Милиционер к нему, к последнему из вопрошавших, и обратился сразу же. Приступил, так сказать, с расспросами резонными. Откуда ему было знать, что сколько дней и ночей, сколько лет и зим ни подходили к этим трем милиционеры или вообще агенты внешнего пространства, так почему-то — как и на этот раз — к первому обращались именно к Диме Хмылову.
Младший сержант не знал, обращаясь к Хмылову, этого обстоятельства, равно как просто и не подозревал, что закрытое кафе «Охотник» — это и есть то самое «У Оксаны», куда почти нарушители общественного порядка — безупречного, ибо нарушать в эту пору суток было некому, — опоздали вовсе не на час-два, а так… один на десять лет, другой — на полторы жизни (кажется), а третий и вообще просто верил когда-то первым двум, что есть такое на свете «у Оксаны» и что внутри быть — это и есть т о с а м о е. Во всяком случае, похоже на т о с а м о е. Во всяком случае, много лучше и занимательнее, чем снаружи. Он, этот третий, к которому теперь обращался насупленный младший сержант, не то что иногда, но и сейчас даже не стал бы спорить с теми двумя, что да, оно бы и получше и позанимательнее, если бы внутри. Но внутри чего? Вот именно. Он просто не видел никакого «у Оксаны», в упор не видел, не обнаруживал такого пункта и сильно сомневался, а был ли такой и раньше. Не иллюзия ли, не хмарь, допустим, как в пустыне бывает?.. Словом, не обнаруживал.
Чего рваться, когда некуда? Да так оно и спокойнее. Когда точно знаешь, что некуда. И общественный порядок опять-таки ненароком не нарушишь.
А Карданова занимало все это время: не невероятная, некоторым образом даже буйная запущенность квартиры Кюстрина, горки пепла по углам и в середине ничем не заставленного паркета двадцати с лишним метровой комнаты (как терриконы в донбасской степи); не груда — до вершины рукой еле достать — яичных скорлуп на кухонном столе, родственно напоминающая консервную банку — шедевр Раушенберга; не желтое, в сложных интенсивных желтых тонах и разводах ложе ванны, на дне которой вскипал и булькал какой-то чудовищный, грязно-многоцветный, горячий бульон — как иллюстрация гипотезы академика Опарина о зарождении жизни на Земле из первобытного рассола — раствора Мирового океана, так что всего лишь естественным оказалось бы, если бы из него вдруг начали выползать маленькие бронтозаврики; не неотмываемая муть граненых стаканов, не берущаяся кипятком, трением, тщанием, — намертво въевшаяся муть, как свинцовая пустота двадцати упрямо и уже без эмоций отвергнутых лет; и не то, что во время обреченной на неудачу, бесконечно запоздавшей попытки проникнуть в мертвый, заколдованно-заколоченный замок «У Оксаны» каким-то образом вывинтился разговор на его трудоустройство.
И как вот тут-то Гончаров начал крепнуть голосом, набирать нотки истеричности, той юной, благородной всеотпущенности, когда кричат благим матом, то ли в несокрушимом желании разорвать мир в клочья, ради первой мысли о нем, то ли ради несокрушимости самой глотки.
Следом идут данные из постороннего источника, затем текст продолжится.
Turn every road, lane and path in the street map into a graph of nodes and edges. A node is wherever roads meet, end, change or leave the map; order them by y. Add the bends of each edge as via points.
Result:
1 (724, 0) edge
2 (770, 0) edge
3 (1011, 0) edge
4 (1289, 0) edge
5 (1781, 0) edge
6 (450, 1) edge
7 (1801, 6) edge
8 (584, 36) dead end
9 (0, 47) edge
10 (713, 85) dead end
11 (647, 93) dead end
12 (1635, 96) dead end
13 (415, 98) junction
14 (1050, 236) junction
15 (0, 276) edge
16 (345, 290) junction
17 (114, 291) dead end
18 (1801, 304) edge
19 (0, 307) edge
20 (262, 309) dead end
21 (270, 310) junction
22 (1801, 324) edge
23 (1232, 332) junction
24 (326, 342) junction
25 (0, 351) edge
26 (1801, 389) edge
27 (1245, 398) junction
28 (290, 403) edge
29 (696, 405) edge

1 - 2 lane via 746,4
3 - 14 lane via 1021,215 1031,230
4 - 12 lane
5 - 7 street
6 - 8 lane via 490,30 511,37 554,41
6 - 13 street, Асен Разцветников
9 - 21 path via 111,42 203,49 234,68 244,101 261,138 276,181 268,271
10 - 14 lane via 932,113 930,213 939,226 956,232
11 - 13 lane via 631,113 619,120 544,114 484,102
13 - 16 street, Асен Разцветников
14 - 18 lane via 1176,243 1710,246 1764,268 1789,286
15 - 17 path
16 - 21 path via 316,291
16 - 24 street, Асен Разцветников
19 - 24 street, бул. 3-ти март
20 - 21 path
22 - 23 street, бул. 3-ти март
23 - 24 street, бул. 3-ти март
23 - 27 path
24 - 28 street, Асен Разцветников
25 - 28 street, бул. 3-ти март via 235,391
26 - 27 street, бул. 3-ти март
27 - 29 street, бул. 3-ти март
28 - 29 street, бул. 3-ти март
Как начал он угрожающе бормотать-вскрикивать, что вот-де, дожили: сам Карданов, хранитель последних тайн Страстного, Тверского и Гоголевского бульваров, неизменный пешеход и мыслитель, чуть ли не попечитель московских мостовых, сравнивающий еще на школьной скамье их вклад в мировую историю разве что с Аппиевой дорогой в истории Древнего Рима, этот самый почтенный, неистовый Виктор Трофимович вынужден обращаться к нему, тоже некогда буйному и несокрушимому Юрию Андреевичу, с просьбой (ни с какой явной просьбой Карданов к нему так и не обратился) прокачать что-то непонятное о непонятной, бездарно-молодежной должности мэнээса.
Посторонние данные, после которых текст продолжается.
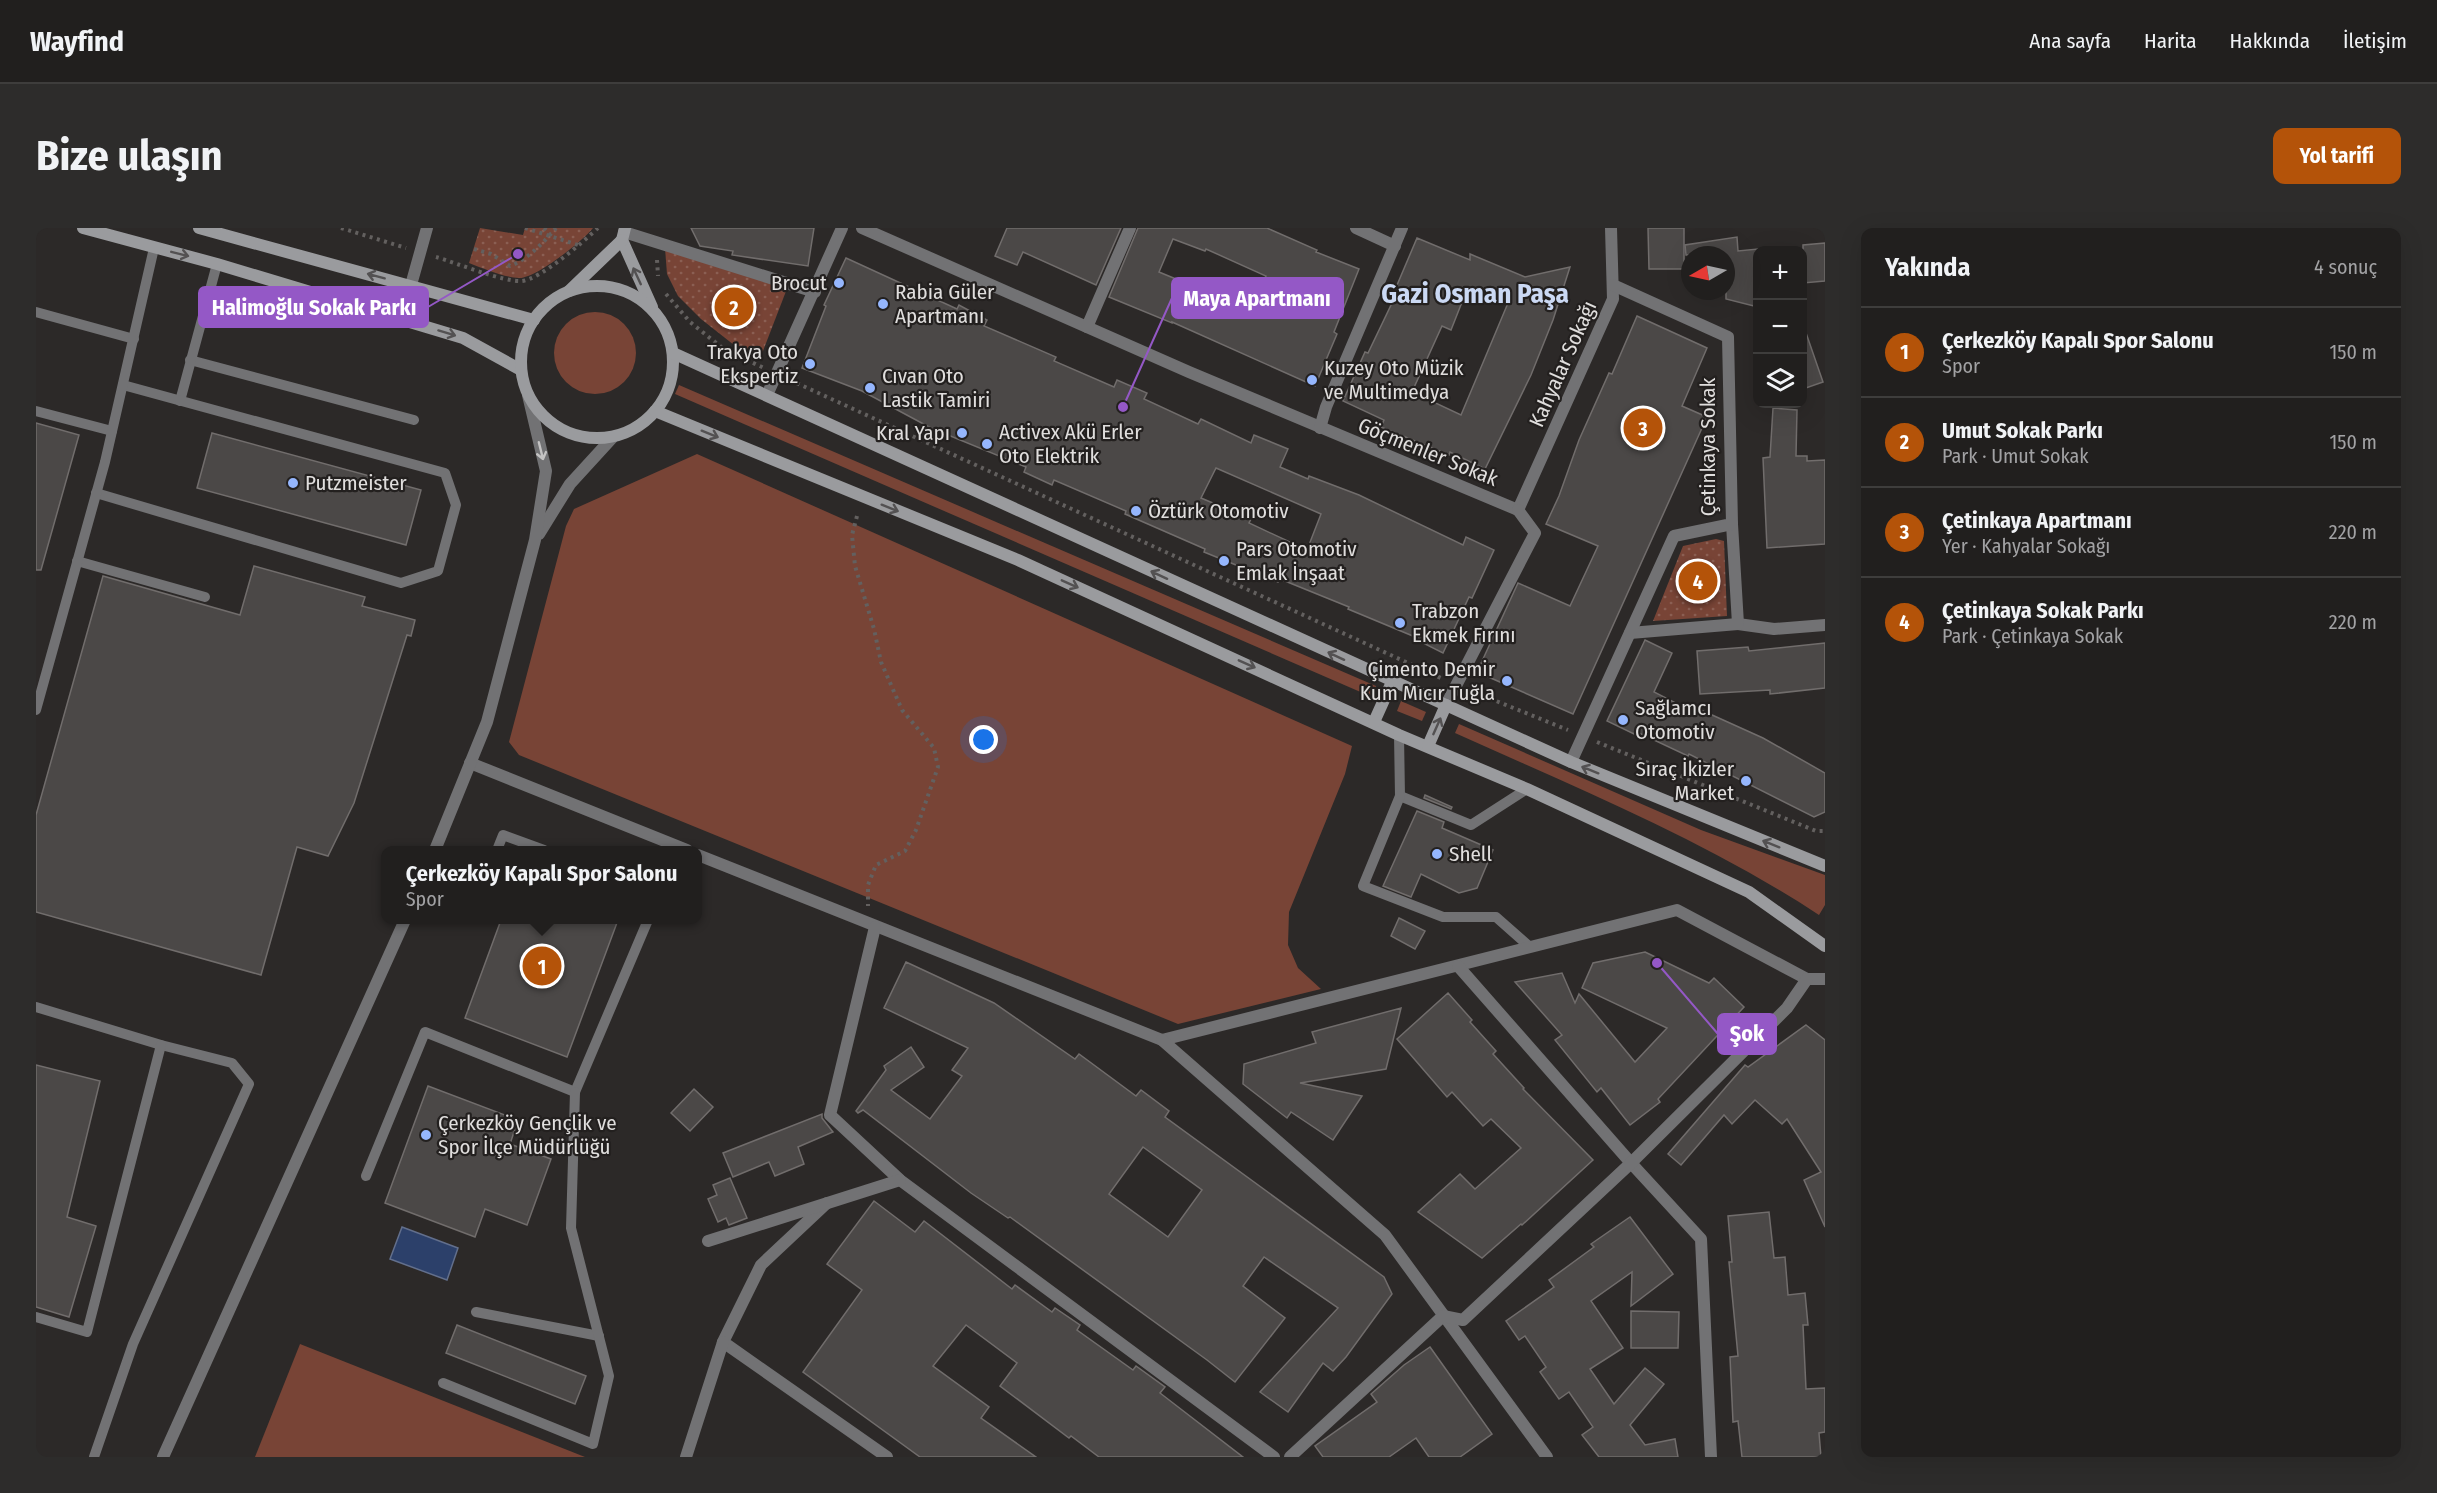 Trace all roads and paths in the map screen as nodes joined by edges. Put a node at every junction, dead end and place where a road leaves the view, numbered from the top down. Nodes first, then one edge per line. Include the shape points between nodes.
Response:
1 (82, 228) edge
2 (199, 228) edge
3 (341, 228) edge
4 (427, 228) edge
5 (525, 228) edge
6 (544, 228) edge
7 (556, 228) edge
8 (597, 228) edge
9 (842, 228) edge
10 (862, 228) edge
11 (1130, 228) edge
12 (1356, 228) edge
13 (1402, 228) edge
14 (1611, 228) edge
15 (623, 233) edge
16 (550, 235) junction
17 (656, 240) junction
18 (579, 246) junction
19 (1395, 246) junction
20 (154, 248) junction
21 (474, 249) dead end
22 (420, 252) junction
23 (217, 264) junction
24 (411, 285) junction
25 (1613, 285) junction
26 (569, 291) junction
27 (815, 292) junction
28 (654, 311) junction
29 (36, 312) edge
30 (534, 320) junction
31 (1087, 327) junction
32 (134, 339) junction
33 (672, 353) junction
34 (190, 360) junction
35 (522, 370) junction
36 (776, 373) junction
37 (123, 385) junction
38 (528, 394) junction
39 (767, 395) junction
40 (180, 401) junction
41 (36, 411) edge
42 (656, 411) junction
43 (414, 420) dead end
44 (1320, 428) junction
45 (112, 431) junction
46 (613, 437) junction
47 (96, 493) junction
48 (1518, 510) junction
49 (857, 516) dead end
50 (1732, 524) junction
51 (535, 540) junction
52 (77, 561) junction
53 (205, 597) dead end
54 (1738, 624) junction
55 (1825, 626) edge
56 (1630, 633) junction
57 (1392, 682) junction
58 (1455, 684) junction
59 (1446, 705) junction
60 (36, 710) edge
61 (1374, 722) junction
62 (1399, 735) junction
63 (1582, 735) junction
64 (1428, 746) junction
65 (1570, 762) junction
66 (470, 763) junction
67 (1527, 789) junction
68 (1400, 796) junction
69 (1825, 831) edge
70 (437, 846) edge
71 (499, 846) edge
72 (533, 846) edge
73 (673, 846) edge
74 (702, 857) edge
75 (1825, 866) edge
76 (403, 924) edge
77 (646, 924) edge
78 (871, 926) junction
79 (1825, 946) edge
80 (1530, 947) junction
81 (1458, 966) junction
82 (1825, 978) edge
83 (1807, 979) junction
84 (36, 1006) edge
85 (1162, 1040) junction
86 (161, 1045) junction
87 (575, 1092) junction
88 (1631, 1163) junction
89 (366, 1176) dead end
90 (900, 1180) junction
91 (827, 1203) junction
92 (708, 1241) dead end
93 (476, 1312) dead end
94 (1443, 1316) junction
95 (36, 1317) edge
96 (599, 1336) junction
97 (723, 1342) junction
98 (443, 1383) dead end
99 (94, 1457) edge
100 (163, 1457) edge
101 (686, 1457) edge
102 (887, 1457) edge
103 (1274, 1457) edge
104 (1290, 1457) edge
105 (1547, 1457) edge
106 (1711, 1457) edge

1 - 20 main road
24 -> 2 main road
3 - 22 path
4 - 22 street
5 - 16 path
6 - 16 path
7 - 16 path
8 - 18 path
9 - 27 street
10 - 31 street, Göçmenler Sokak
11 - 31 street
12 - 19 street
13 - 19 street
14 - 25 street, Kahyalar Sokağı
15 - 17 street
15 - 26 main road
28 -> 15 main road
16 - 18 path
16 - 21 path via 519,263 510,266
17 - 27 street
17 - 36 path via 657,276 667,296 690,322 725,350
18 - 22 path via 556,264 523,281
19 - 44 street
20 -> 23 main road
20 - 32 lane
22 - 24 street
23 - 34 lane
23 -> 35 main road via 463,338
24 - 30 main road
25 - 48 street, Kahyalar Sokağı via 1613,299
25 - 50 street, Çetinkaya Sokak via 1728,337
26 - 28 main road via 592,286 615,288
26 - 30 main road via 549,303
27 - 36 street
28 - 33 main road via 666,330
29 - 32 lane
30 - 35 main road via 523,344
31 - 44 street, Göçmenler Sokak
32 - 37 lane
33 - 39 main road
33 - 42 main road via 672,376
34 - 40 lane
34 - 43 lane
35 - 38 main road
36 - 39 street
36 - 58 path
37 - 40 lane
37 - 45 lane
38 - 46 main road via 543,416 563,430 587,438
38 -> 51 street via 546,471
57 -> 39 main road
40 - 47 lane via 445,473 456,505 438,572 401,583
41 - 45 lane
42 - 46 main road via 636,428
42 -> 61 main road via 1018,560
44 - 48 street, Göçmenler Sokak
45 - 47 lane
46 - 51 street via 570,484
47 - 52 lane
48 - 58 street via 1535,533
49 - 78 path via 852,535 855,566 881,662 902,710 933,748 938,767 905,851 876,865 868,885
50 - 54 street
50 - 56 street, Çetinkaya Sokak via 1674,536
51 - 66 street via 490,711
52 - 53 lane
52 - 60 lane
54 - 55 street via 1774,629
54 - 56 street
56 - 63 street, Çetinkaya Sokak
57 - 59 main road
57 - 61 main road
58 - 59 street
58 - 63 path
64 -> 59 main road
59 - 65 main road
61 - 62 main road
62 - 64 main road
62 - 68 lane
63 - 65 street, Çetinkaya Sokak
63 - 69 path via 1816,831
64 - 67 main road
75 -> 65 main road
66 - 70 street
66 - 73 street
67 - 68 lane via 1471,825
67 - 79 main road via 1749,892
68 - 80 lane via 1363,886 1443,917 1496,917
71 - 72 lane via 503,835
74 - 78 street
76 - 100 street
77 - 87 lane
78 - 85 street
78 - 90 street via 830,1115
80 - 81 street
80 - 83 street via 1677,910
81 - 85 street
81 - 88 street
82 - 83 street
83 - 88 street via 1787,1008
84 - 86 lane
85 - 94 street via 1385,1235
86 - 95 lane via 87,1332
86 - 99 lane via 232,1063 249,1084 133,1344
87 - 89 lane via 425,1032
87 - 96 lane via 571,1228
88 - 94 street via 1464,1320
88 - 106 street via 1701,1239
90 - 91 street
90 - 103 street
91 - 92 street
91 - 97 street via 761,1265
93 - 96 lane
94 - 104 street
94 - 105 street
96 - 98 lane via 609,1376 593,1444
97 - 101 street
97 - 102 street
Ничего этого Вите уже не вспоминалось. А неотступно звучало финальное, то, что и услышал подошедший к ним младший сержант: «Мы проиграли, понятно? Мы уже проиграли!»
«А кто выиграл?»
«Ну да, проиграли, выиграли, — думал Карданов, уже подходя к подъезду, и потом, уже открывая дверь в свою не слишком ласковую, но все-таки на уровне приличности обихоженную нору, — но что же об этом кричать как о новости неслыханной? Кто же надрывается, оповещая о том, что давно всем известно? Как старик, румянящий щеки… Имитация ажиотажа. Имитация невинности и силы… Последнее дело… О чем ты?»